Records excerpted from a collection:
┌──
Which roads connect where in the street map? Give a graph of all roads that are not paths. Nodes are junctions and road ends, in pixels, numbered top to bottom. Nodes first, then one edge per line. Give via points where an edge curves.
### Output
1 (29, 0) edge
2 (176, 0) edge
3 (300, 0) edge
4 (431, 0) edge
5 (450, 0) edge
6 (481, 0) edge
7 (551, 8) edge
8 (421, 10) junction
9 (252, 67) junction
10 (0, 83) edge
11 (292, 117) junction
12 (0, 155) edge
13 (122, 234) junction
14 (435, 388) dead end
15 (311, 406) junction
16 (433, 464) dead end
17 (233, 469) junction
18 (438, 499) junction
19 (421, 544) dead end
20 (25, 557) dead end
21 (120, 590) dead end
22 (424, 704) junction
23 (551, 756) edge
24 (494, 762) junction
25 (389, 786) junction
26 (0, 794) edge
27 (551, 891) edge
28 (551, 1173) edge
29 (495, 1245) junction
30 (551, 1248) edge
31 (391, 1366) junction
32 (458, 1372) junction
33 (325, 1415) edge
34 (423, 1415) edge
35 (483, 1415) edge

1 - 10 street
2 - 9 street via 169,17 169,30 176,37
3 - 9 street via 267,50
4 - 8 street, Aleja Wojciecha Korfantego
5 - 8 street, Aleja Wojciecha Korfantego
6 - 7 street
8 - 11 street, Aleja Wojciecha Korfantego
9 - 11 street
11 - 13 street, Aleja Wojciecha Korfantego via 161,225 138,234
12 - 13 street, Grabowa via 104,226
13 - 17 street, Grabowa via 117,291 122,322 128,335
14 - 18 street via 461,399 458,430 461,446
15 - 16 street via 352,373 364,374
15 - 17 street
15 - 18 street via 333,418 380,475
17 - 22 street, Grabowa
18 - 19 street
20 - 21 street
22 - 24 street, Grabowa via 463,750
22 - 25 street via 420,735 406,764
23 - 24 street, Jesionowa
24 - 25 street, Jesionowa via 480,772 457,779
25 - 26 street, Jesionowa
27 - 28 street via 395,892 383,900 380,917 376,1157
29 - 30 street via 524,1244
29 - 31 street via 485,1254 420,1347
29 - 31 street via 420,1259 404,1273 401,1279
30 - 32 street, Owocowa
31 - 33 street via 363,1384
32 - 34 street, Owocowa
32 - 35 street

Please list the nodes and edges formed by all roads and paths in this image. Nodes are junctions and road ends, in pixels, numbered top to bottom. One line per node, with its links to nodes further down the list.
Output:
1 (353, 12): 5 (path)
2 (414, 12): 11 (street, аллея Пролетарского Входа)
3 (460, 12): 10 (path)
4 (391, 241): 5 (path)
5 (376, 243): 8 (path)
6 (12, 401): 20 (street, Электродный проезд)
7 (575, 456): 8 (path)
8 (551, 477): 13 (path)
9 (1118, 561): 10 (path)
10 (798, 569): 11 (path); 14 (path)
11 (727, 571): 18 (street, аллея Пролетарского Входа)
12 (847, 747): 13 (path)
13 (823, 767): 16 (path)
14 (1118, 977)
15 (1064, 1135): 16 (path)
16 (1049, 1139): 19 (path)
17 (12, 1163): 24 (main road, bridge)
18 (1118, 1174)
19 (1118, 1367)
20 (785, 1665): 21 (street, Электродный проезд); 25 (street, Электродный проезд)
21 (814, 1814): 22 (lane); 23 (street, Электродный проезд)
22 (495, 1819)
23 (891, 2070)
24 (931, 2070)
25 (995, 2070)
└──
┌──
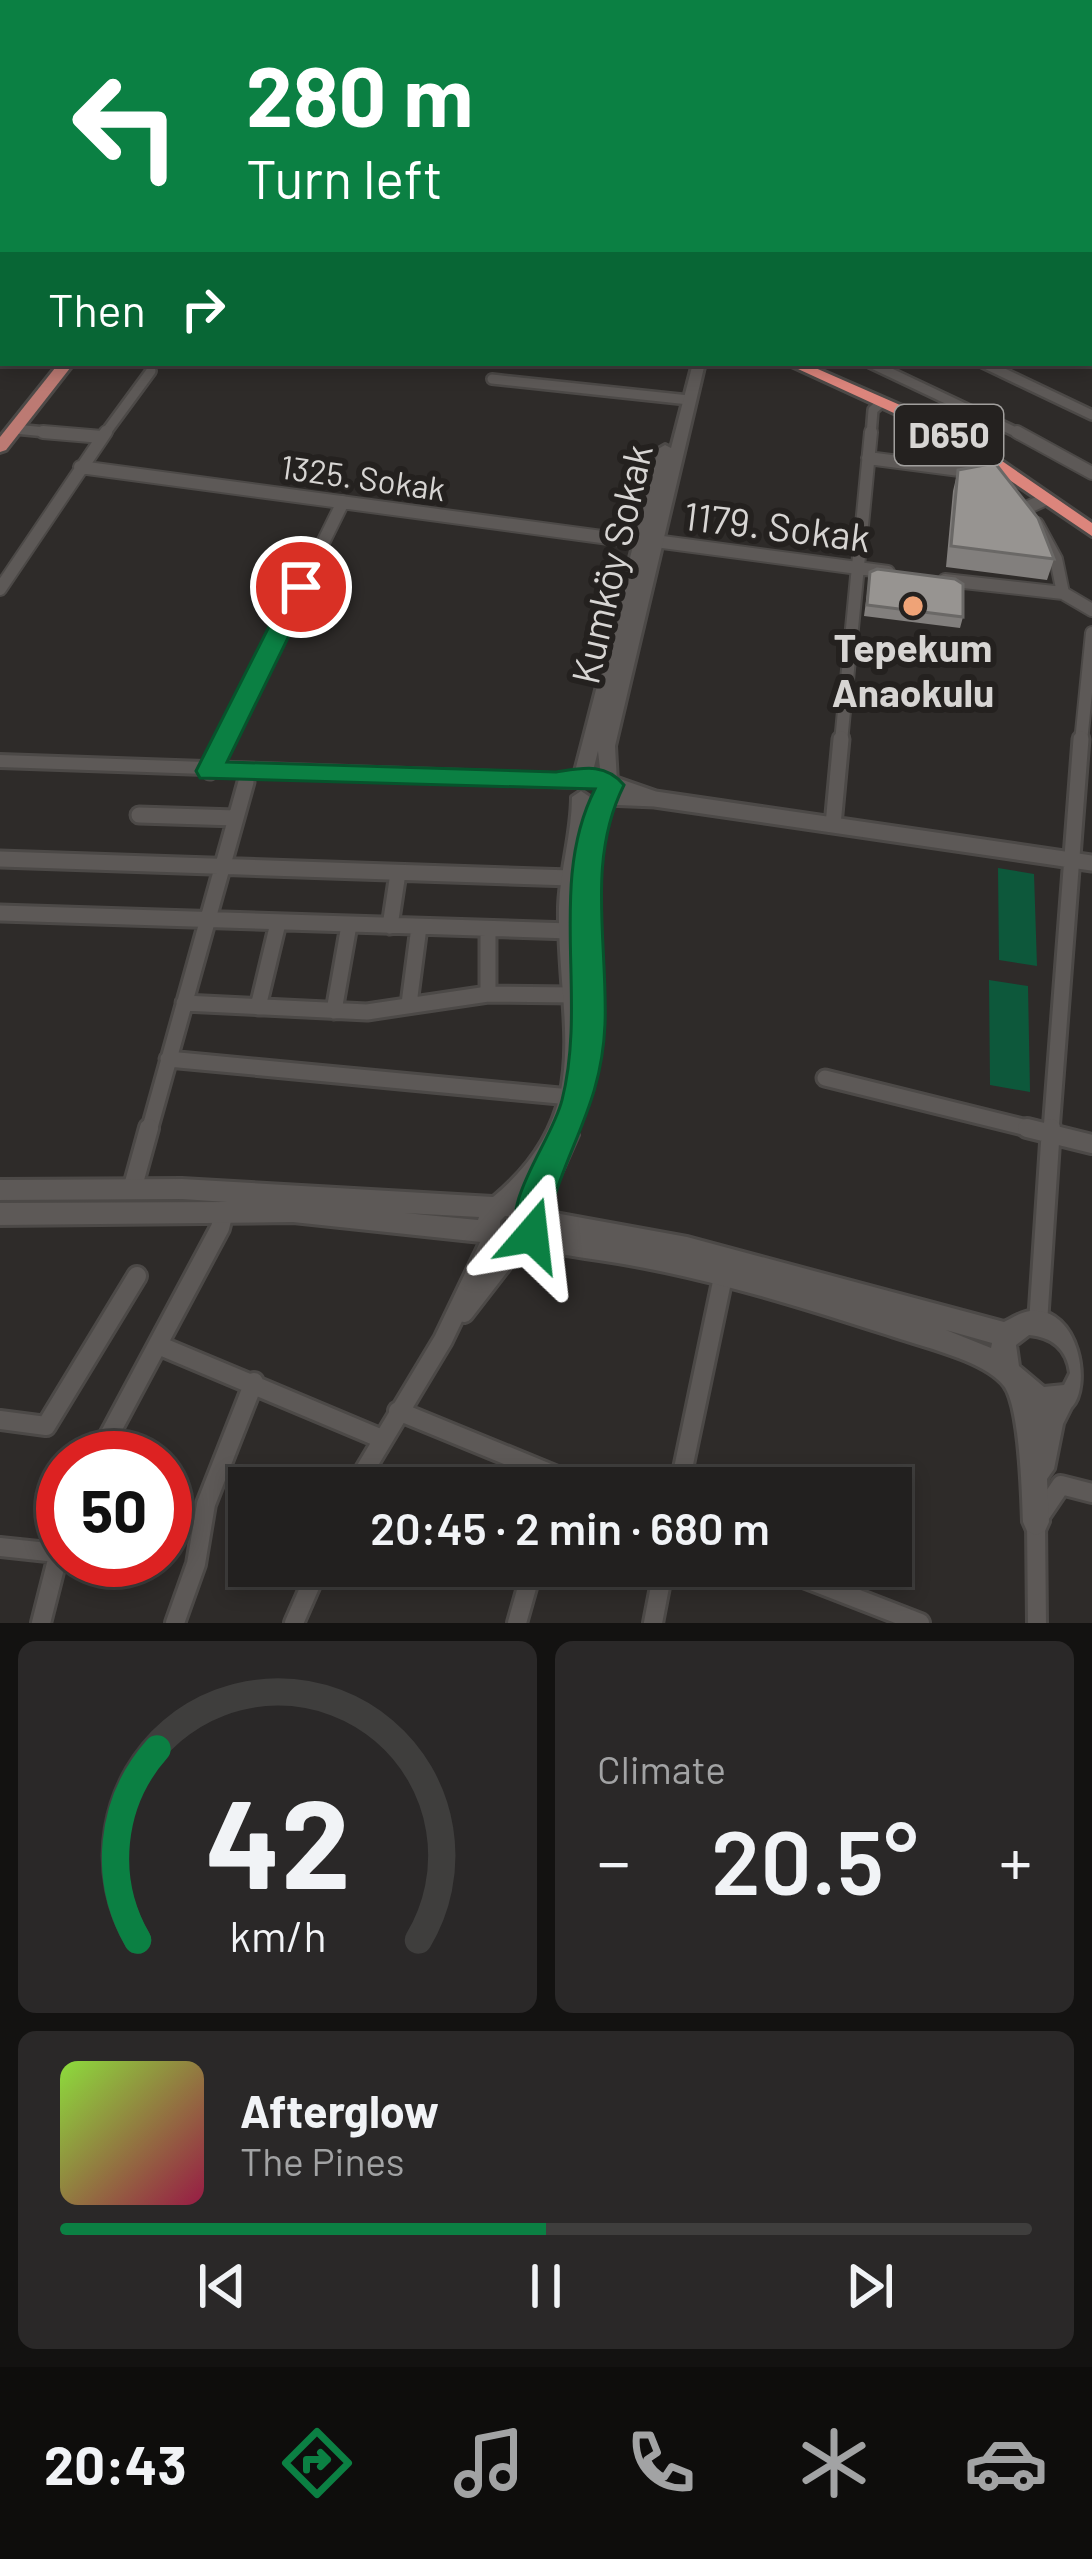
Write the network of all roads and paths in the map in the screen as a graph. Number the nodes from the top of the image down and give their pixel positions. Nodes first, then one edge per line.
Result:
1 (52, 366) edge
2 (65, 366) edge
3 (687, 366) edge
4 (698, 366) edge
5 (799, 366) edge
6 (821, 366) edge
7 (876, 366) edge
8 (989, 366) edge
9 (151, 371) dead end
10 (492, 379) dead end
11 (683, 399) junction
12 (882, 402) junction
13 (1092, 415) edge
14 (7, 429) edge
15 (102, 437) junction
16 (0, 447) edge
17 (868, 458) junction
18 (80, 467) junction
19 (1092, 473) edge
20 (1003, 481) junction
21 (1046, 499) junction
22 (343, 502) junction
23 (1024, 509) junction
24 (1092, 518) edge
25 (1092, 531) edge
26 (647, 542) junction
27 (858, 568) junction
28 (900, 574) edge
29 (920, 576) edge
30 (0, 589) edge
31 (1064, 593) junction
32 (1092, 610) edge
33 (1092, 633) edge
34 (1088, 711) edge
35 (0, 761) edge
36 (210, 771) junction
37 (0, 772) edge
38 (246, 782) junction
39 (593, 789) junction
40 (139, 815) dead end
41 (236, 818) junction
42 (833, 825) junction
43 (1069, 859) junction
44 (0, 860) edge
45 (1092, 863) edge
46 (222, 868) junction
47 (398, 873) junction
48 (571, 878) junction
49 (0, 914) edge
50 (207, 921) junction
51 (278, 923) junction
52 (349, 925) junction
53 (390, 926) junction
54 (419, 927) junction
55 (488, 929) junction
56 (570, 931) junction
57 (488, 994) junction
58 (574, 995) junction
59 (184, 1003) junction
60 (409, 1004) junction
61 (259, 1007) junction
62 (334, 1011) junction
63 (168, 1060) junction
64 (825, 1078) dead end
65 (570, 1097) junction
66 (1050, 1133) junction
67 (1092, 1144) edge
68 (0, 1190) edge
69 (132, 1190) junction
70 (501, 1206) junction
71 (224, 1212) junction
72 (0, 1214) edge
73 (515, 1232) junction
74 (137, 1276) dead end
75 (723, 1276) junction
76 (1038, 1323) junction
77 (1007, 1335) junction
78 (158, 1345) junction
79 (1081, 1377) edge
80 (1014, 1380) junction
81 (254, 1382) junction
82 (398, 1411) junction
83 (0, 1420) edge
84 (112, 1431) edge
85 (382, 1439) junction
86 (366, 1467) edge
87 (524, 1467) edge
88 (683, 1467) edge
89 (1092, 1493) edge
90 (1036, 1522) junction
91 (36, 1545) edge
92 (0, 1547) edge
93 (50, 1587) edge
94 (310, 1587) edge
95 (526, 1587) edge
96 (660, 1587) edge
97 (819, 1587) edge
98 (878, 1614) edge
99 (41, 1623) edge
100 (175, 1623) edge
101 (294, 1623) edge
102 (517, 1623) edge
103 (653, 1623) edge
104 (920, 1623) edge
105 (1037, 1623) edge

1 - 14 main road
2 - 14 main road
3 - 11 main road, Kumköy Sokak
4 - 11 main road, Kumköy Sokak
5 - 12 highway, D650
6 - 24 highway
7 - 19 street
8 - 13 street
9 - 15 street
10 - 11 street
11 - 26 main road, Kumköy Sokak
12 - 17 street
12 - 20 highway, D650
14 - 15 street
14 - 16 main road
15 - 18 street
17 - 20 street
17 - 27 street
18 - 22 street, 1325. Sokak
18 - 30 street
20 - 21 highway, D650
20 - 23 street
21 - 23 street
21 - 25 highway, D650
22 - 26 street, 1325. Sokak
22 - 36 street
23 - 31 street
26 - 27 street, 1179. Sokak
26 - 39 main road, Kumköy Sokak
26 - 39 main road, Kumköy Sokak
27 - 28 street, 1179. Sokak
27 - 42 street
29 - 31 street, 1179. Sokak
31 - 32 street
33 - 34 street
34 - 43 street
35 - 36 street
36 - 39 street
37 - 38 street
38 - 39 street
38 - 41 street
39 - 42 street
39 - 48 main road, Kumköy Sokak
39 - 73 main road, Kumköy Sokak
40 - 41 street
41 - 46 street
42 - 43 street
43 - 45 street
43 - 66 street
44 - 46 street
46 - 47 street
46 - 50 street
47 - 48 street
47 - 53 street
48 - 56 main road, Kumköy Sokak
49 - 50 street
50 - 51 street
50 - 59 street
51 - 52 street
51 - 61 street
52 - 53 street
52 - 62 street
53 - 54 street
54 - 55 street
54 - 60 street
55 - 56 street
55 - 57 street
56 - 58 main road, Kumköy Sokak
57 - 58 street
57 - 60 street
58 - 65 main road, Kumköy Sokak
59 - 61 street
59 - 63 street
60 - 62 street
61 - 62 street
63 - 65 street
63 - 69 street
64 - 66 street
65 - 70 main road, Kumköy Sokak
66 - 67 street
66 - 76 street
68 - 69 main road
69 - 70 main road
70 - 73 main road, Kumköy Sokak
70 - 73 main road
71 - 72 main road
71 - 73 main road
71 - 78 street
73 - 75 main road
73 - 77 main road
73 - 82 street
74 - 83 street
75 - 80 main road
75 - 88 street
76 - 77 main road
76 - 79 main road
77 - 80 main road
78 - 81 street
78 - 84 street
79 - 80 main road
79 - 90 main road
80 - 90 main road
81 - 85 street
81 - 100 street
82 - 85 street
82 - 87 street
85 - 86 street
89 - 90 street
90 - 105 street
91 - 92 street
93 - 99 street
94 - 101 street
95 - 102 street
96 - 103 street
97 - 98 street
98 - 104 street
└──
- _WHAT YOU HAVE TO DO_: Check each line above for the word "graph" and copy every line that has it.

- _WRITTEN RESPONSE_:
Which roads connect where in the street map? Give a graph of all roads that are not paths. Nodes are junctions and road ends, in pixels, numbered top to bottom. Nodes first, then one edge per line. Give via points where an edge curves.
Write the network of all roads and paths in the map in the screen as a graph. Number the nodes from the top of the image down and give their pixel positions. Nodes first, then one edge per line.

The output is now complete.